Dataset entries
━━━
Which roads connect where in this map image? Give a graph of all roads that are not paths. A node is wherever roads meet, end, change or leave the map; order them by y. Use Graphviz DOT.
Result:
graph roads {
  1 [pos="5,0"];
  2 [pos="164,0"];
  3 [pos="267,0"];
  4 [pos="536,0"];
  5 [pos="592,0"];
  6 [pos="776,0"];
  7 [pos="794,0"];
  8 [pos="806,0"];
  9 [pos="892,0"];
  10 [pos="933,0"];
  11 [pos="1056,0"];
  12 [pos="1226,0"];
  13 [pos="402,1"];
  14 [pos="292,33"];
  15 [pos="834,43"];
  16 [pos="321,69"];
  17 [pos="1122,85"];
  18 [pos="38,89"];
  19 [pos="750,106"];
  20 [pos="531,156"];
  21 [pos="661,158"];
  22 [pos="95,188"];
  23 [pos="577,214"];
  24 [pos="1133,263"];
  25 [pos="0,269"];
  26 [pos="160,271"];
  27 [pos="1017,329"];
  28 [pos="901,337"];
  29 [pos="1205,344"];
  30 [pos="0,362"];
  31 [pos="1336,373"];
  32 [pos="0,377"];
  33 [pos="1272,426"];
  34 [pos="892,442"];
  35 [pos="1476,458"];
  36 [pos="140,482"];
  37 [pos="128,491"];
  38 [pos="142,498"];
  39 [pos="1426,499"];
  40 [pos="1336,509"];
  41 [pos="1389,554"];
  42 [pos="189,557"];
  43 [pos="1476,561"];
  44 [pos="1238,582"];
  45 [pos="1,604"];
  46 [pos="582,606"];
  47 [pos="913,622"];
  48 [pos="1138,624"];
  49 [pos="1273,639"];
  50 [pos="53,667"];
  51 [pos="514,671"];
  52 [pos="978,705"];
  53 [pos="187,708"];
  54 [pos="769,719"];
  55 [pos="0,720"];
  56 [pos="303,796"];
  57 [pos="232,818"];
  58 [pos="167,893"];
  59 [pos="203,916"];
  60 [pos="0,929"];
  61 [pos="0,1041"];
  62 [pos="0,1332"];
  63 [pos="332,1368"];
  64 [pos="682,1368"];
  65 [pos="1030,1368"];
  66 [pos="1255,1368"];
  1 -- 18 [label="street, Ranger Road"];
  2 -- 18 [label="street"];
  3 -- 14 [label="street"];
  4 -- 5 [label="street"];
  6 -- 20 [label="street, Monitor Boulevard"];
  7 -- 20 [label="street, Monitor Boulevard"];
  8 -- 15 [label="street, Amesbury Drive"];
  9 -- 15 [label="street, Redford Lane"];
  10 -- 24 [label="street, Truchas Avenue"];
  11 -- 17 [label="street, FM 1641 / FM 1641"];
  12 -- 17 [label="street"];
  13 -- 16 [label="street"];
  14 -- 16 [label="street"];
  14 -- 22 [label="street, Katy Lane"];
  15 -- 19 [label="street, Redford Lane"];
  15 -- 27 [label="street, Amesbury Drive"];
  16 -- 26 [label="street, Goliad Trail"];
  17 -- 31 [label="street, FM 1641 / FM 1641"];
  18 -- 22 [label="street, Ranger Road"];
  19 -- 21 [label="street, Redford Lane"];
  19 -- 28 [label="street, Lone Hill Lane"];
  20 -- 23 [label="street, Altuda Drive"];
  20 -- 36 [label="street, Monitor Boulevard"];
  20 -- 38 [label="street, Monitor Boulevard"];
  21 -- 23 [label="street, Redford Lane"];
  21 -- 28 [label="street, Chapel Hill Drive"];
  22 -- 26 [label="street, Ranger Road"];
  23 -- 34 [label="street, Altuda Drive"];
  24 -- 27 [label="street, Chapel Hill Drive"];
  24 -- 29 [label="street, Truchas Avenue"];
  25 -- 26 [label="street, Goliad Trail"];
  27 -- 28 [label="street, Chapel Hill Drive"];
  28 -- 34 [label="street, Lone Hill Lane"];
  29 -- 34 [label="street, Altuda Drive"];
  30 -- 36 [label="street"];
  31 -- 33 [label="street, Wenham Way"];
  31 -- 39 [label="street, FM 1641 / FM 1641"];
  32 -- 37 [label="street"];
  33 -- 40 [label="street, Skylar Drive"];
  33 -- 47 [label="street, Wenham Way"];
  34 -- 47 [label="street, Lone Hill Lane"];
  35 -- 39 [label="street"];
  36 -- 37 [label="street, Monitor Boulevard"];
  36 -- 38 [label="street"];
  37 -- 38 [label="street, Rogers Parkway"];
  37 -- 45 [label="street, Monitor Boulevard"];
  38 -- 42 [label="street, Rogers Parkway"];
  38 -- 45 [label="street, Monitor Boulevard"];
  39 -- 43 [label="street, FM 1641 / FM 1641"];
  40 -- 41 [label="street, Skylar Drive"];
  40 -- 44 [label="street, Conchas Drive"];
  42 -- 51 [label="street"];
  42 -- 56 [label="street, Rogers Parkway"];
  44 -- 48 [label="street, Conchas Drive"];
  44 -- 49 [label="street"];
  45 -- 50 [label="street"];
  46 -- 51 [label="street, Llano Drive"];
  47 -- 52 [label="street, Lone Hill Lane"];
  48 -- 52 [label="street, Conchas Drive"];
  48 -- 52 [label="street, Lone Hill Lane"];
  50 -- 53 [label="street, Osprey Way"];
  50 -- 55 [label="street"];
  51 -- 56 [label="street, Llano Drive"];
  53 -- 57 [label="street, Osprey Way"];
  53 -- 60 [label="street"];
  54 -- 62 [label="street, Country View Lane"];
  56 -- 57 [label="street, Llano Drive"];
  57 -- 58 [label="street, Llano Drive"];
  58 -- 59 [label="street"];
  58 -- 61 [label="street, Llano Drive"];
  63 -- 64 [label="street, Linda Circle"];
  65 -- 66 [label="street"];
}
━━━
→ **Task instructions**
All of the data above should be written out again word for word.

→ **Output of the exercise**
Which roads connect where in this map image? Give a graph of all roads that are not paths. A node is wherever roads meet, end, change or leave the map; order them by y. Use Graphviz DOT.
Result:
graph roads {
  1 [pos="5,0"];
  2 [pos="164,0"];
  3 [pos="267,0"];
  4 [pos="536,0"];
  5 [pos="592,0"];
  6 [pos="776,0"];
  7 [pos="794,0"];
  8 [pos="806,0"];
  9 [pos="892,0"];
  10 [pos="933,0"];
  11 [pos="1056,0"];
  12 [pos="1226,0"];
  13 [pos="402,1"];
  14 [pos="292,33"];
  15 [pos="834,43"];
  16 [pos="321,69"];
  17 [pos="1122,85"];
  18 [pos="38,89"];
  19 [pos="750,106"];
  20 [pos="531,156"];
  21 [pos="661,158"];
  22 [pos="95,188"];
  23 [pos="577,214"];
  24 [pos="1133,263"];
  25 [pos="0,269"];
  26 [pos="160,271"];
  27 [pos="1017,329"];
  28 [pos="901,337"];
  29 [pos="1205,344"];
  30 [pos="0,362"];
  31 [pos="1336,373"];
  32 [pos="0,377"];
  33 [pos="1272,426"];
  34 [pos="892,442"];
  35 [pos="1476,458"];
  36 [pos="140,482"];
  37 [pos="128,491"];
  38 [pos="142,498"];
  39 [pos="1426,499"];
  40 [pos="1336,509"];
  41 [pos="1389,554"];
  42 [pos="189,557"];
  43 [pos="1476,561"];
  44 [pos="1238,582"];
  45 [pos="1,604"];
  46 [pos="582,606"];
  47 [pos="913,622"];
  48 [pos="1138,624"];
  49 [pos="1273,639"];
  50 [pos="53,667"];
  51 [pos="514,671"];
  52 [pos="978,705"];
  53 [pos="187,708"];
  54 [pos="769,719"];
  55 [pos="0,720"];
  56 [pos="303,796"];
  57 [pos="232,818"];
  58 [pos="167,893"];
  59 [pos="203,916"];
  60 [pos="0,929"];
  61 [pos="0,1041"];
  62 [pos="0,1332"];
  63 [pos="332,1368"];
  64 [pos="682,1368"];
  65 [pos="1030,1368"];
  66 [pos="1255,1368"];
  1 -- 18 [label="street, Ranger Road"];
  2 -- 18 [label="street"];
  3 -- 14 [label="street"];
  4 -- 5 [label="street"];
  6 -- 20 [label="street, Monitor Boulevard"];
  7 -- 20 [label="street, Monitor Boulevard"];
  8 -- 15 [label="street, Amesbury Drive"];
  9 -- 15 [label="street, Redford Lane"];
  10 -- 24 [label="street, Truchas Avenue"];
  11 -- 17 [label="street, FM 1641 / FM 1641"];
  12 -- 17 [label="street"];
  13 -- 16 [label="street"];
  14 -- 16 [label="street"];
  14 -- 22 [label="street, Katy Lane"];
  15 -- 19 [label="street, Redford Lane"];
  15 -- 27 [label="street, Amesbury Drive"];
  16 -- 26 [label="street, Goliad Trail"];
  17 -- 31 [label="street, FM 1641 / FM 1641"];
  18 -- 22 [label="street, Ranger Road"];
  19 -- 21 [label="street, Redford Lane"];
  19 -- 28 [label="street, Lone Hill Lane"];
  20 -- 23 [label="street, Altuda Drive"];
  20 -- 36 [label="street, Monitor Boulevard"];
  20 -- 38 [label="street, Monitor Boulevard"];
  21 -- 23 [label="street, Redford Lane"];
  21 -- 28 [label="street, Chapel Hill Drive"];
  22 -- 26 [label="street, Ranger Road"];
  23 -- 34 [label="street, Altuda Drive"];
  24 -- 27 [label="street, Chapel Hill Drive"];
  24 -- 29 [label="street, Truchas Avenue"];
  25 -- 26 [label="street, Goliad Trail"];
  27 -- 28 [label="street, Chapel Hill Drive"];
  28 -- 34 [label="street, Lone Hill Lane"];
  29 -- 34 [label="street, Altuda Drive"];
  30 -- 36 [label="street"];
  31 -- 33 [label="street, Wenham Way"];
  31 -- 39 [label="street, FM 1641 / FM 1641"];
  32 -- 37 [label="street"];
  33 -- 40 [label="street, Skylar Drive"];
  33 -- 47 [label="street, Wenham Way"];
  34 -- 47 [label="street, Lone Hill Lane"];
  35 -- 39 [label="street"];
  36 -- 37 [label="street, Monitor Boulevard"];
  36 -- 38 [label="street"];
  37 -- 38 [label="street, Rogers Parkway"];
  37 -- 45 [label="street, Monitor Boulevard"];
  38 -- 42 [label="street, Rogers Parkway"];
  38 -- 45 [label="street, Monitor Boulevard"];
  39 -- 43 [label="street, FM 1641 / FM 1641"];
  40 -- 41 [label="street, Skylar Drive"];
  40 -- 44 [label="street, Conchas Drive"];
  42 -- 51 [label="street"];
  42 -- 56 [label="street, Rogers Parkway"];
  44 -- 48 [label="street, Conchas Drive"];
  44 -- 49 [label="street"];
  45 -- 50 [label="street"];
  46 -- 51 [label="street, Llano Drive"];
  47 -- 52 [label="street, Lone Hill Lane"];
  48 -- 52 [label="street, Conchas Drive"];
  48 -- 52 [label="street, Lone Hill Lane"];
  50 -- 53 [label="street, Osprey Way"];
  50 -- 55 [label="street"];
  51 -- 56 [label="street, Llano Drive"];
  53 -- 57 [label="street, Osprey Way"];
  53 -- 60 [label="street"];
  54 -- 62 [label="street, Country View Lane"];
  56 -- 57 [label="street, Llano Drive"];
  57 -- 58 [label="street, Llano Drive"];
  58 -- 59 [label="street"];
  58 -- 61 [label="street, Llano Drive"];
  63 -- 64 [label="street, Linda Circle"];
  65 -- 66 [label="street"];
}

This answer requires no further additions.